Who is behind enforced disappearances, asks Islamabad High Court
ISLAMABAD: Islamabad High Court (IHC) Chief Justice Athar Minallah asked on Friday who was responsible for enforced disappearances of people and wondered whether there was a “state operating within the state.”
Justice Minallah’s questions came during the hearing related to the disappearance of journalist Muadassir Naro and five other people, where the deputy attorney-general appeared before the court.
The IHC chief justice asked the deputy attorney-general that in the court’s previous order, the relevant authorities were asked to produce the disappeared people. “Where are they?” At this, the deputy attorney-general told the IHC that the federal government had constituted a committee for the missing persons and relevant investigation agencies were making efforts to recover them.

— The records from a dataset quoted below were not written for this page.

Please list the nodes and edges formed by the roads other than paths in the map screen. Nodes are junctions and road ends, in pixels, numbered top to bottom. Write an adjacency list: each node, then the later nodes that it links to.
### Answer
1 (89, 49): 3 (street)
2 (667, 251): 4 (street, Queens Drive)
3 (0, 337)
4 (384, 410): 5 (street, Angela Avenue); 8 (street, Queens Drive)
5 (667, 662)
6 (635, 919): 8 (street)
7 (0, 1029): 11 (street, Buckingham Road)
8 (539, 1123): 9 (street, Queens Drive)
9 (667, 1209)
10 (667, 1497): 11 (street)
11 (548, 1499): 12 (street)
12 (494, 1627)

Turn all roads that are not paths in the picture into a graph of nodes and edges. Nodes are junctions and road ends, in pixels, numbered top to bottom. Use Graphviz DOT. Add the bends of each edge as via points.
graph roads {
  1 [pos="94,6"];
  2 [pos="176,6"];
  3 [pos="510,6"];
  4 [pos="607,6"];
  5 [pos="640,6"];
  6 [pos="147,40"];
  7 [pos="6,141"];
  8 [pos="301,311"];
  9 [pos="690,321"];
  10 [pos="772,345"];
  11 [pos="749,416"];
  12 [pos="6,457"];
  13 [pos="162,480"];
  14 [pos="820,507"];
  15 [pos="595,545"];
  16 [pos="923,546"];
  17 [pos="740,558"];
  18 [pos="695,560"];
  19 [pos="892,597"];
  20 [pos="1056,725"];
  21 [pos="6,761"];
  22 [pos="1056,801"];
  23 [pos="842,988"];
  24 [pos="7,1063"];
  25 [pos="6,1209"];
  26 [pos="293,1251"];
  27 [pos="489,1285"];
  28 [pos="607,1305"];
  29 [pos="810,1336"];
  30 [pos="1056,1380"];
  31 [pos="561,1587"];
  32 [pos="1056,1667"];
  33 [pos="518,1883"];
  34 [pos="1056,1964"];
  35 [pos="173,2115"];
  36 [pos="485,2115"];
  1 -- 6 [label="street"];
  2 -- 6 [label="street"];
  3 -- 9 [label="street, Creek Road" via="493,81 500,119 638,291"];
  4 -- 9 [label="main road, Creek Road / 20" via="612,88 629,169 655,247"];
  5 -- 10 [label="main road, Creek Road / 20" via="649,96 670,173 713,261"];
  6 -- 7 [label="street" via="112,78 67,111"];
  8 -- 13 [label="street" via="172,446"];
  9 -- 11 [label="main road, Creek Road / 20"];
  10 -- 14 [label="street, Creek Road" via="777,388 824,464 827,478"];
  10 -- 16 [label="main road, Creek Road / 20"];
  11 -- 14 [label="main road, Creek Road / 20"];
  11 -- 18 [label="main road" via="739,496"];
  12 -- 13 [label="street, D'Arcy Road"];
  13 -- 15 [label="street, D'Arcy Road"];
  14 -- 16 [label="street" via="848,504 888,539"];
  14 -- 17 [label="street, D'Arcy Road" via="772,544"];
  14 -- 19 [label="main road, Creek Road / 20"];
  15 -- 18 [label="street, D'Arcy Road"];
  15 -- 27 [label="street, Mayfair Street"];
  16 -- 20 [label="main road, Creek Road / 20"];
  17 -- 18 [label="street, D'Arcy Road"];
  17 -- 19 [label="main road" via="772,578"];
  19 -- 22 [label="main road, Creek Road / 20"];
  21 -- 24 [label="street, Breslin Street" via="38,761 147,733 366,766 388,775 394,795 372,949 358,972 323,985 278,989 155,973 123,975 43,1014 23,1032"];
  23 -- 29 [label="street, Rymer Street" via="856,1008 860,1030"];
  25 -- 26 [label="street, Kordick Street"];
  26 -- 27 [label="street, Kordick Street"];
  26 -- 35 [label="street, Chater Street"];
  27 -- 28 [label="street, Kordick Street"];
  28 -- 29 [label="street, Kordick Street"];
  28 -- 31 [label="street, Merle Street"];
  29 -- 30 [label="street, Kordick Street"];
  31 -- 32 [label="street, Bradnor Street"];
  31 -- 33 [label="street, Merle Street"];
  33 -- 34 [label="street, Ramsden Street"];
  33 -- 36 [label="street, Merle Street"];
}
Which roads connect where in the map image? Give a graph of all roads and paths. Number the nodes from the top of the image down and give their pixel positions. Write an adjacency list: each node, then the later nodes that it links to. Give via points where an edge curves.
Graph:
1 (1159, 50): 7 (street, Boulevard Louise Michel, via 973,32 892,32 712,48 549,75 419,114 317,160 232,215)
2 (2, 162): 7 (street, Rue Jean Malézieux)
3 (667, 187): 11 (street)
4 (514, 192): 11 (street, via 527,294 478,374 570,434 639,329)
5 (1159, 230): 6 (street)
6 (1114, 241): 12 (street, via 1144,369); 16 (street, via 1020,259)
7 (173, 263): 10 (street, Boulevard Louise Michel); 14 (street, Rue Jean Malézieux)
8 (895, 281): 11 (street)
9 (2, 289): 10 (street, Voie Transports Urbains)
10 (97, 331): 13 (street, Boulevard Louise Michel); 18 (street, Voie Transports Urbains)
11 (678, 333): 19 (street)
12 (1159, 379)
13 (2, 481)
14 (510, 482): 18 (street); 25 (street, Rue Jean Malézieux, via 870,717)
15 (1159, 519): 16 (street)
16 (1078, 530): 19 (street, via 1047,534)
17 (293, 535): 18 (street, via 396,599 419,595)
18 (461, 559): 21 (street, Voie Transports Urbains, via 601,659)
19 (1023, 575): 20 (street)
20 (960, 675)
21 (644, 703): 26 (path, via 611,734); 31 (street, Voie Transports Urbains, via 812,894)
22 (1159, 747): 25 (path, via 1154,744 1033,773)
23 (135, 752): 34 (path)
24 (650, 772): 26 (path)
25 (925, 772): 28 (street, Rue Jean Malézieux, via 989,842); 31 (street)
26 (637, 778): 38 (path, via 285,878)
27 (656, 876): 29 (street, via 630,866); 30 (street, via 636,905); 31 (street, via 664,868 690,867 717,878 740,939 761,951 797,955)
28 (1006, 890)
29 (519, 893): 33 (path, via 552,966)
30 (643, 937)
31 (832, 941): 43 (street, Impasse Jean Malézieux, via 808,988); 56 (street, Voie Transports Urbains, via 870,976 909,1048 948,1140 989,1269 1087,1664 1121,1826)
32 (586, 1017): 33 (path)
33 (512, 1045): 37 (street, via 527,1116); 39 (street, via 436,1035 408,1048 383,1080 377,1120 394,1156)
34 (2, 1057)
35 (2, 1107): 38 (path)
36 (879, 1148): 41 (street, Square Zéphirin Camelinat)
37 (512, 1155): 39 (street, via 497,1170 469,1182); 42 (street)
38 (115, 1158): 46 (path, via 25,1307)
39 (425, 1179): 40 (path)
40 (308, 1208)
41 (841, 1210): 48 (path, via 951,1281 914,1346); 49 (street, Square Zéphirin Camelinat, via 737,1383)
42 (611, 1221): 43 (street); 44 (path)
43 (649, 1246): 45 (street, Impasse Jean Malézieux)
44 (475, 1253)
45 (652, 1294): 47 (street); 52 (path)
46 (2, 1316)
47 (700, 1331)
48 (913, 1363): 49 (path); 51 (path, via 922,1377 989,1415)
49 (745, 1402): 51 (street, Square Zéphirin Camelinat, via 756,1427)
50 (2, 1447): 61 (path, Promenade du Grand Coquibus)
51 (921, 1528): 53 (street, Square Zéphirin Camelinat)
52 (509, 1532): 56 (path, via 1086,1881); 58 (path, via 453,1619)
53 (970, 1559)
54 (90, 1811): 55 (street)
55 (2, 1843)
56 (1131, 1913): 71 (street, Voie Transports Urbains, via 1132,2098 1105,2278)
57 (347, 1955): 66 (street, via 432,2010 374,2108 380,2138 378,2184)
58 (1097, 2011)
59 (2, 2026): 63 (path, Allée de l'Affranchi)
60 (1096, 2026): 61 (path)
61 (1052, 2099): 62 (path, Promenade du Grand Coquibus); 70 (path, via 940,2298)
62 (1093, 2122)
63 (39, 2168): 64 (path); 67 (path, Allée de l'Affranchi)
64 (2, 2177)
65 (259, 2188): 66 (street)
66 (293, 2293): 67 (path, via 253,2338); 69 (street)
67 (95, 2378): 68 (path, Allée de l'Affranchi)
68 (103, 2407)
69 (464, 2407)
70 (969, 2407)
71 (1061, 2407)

“Don’t involve this court in the matters of committees. Tell me whether you will implement the [orders] or not? Where is the federal government?” the justice asked. The IHC CJ said people are being picked up every day and nothing is being done about it.
He added that in the previous order, the court asked the federal government to issue notices to ex-president General (retd) Pervez Musharraf and the prime ministers succeeding him. “Where are the notices and their affidavits?” he asked.
In the order issued last month, the IHC directed the federal government to serve notices to Musharraf and all other successors — the former prime ministers, including the incumbent holder of the office. The IHC CJ noted that the matter of missing persons was “gravely serious” and the “attitude of the federal government was not commendable”. He asked whether the constituted committee holds meetings.
Justice Minallah said if the court’s order continues to go unheard, then the incumbent interior minister and former interior ministers will be summoned. The IHC CJ went on to say how would it feel if the court summons the chief executive — the prime minister.
The IHC’s top judge said that all the governments were violating their oath when the matter of missing persons should be among the top priorities of the national leadership.
In response to the IHC CJ, the deputy attorney-general said in the next hearing, the government’s stance would be presented as to what it was doing for the recovery of missing persons.
“No efforts are being employed for the recovery of missing persons,” the IHC chief justice lamented. He added that although just for show, the federal cabinet constituted a committee for missing persons but asked what efforts they had employed so far.
The IHC CJ asked who should be held responsible for the missing persons and questioned whether there was a “state operating within a state”.
“There are allegations levelled against the police, Intelligence Bureau (IB), the intelligence agencies of armed forces. There are several missing persons, tell me, which of these agencies has picked them up?”
The IHC CJ said the prime minister should either say that he was helpless and if he was not, then the Constitution of Pakistan will hold him responsible.